Another attendee was Chen Shangshang, a mother of two and chair of Shanghai Guangbo Institute of Further Education, a nonprofit which promotes lifelong learning. With the help of Shanghai Women’s Federation she also set up MamaPro, a project and community dedicated to supporting professional women and empower working moms.

“In addition to professionals and entrepreneurs, MamaPro also helps moms that have left the workforce after having children and who have perhaps not worked for several years and they are keen to be reconnected to society and the community. MamaPro helps them make that transition by holding community events and providing a dedicated work space for them,” said Chen.

“I think that the exhibition shows ordinary moms, which makes it easier for people to connect to their stories. The survey of our mama group shows that working moms have lots of challenges, with the top ones being parenting, anxiety – particularly on the issue of education, and their own career development. Many moms suffer from guilt: that they concentrate too much on their jobs at the expense of their children, or that they concentrate too much on their children at the expense of their jobs.”

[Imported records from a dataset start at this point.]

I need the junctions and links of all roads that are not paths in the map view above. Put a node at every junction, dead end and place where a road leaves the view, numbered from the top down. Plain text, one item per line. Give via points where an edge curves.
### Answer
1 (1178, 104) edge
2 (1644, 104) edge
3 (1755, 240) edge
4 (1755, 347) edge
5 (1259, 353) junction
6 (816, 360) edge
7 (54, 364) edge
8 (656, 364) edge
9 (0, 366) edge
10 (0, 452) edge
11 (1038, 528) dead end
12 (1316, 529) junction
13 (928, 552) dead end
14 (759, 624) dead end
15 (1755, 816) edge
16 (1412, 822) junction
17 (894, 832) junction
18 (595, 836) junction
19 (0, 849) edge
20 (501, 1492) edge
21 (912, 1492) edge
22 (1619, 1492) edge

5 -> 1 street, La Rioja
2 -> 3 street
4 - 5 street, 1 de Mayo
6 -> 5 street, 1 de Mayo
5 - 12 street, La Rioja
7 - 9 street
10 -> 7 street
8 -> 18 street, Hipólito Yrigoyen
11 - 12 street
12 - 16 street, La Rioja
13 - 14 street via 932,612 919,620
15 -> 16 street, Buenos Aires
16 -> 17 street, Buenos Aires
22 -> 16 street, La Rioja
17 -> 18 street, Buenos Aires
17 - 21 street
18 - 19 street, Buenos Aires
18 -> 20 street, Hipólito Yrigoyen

Chen is keen to encourage mothers to focus more on themselves and to ensure that they rely on other family members and also social support systems to help with childcare.

Any visitor to the event will have been inspired by some of the women’s stories that featured. And perhaps some will even now look at some of the women in their own lives a little differently. While everyone will take away something different from the stories featured, Jiang Shujie is keen to emphasize how moms often don’t have the luxury of simply focusing on their own desires.

“When a mother makes important decisions, she always must consider the whole family, not only herself.”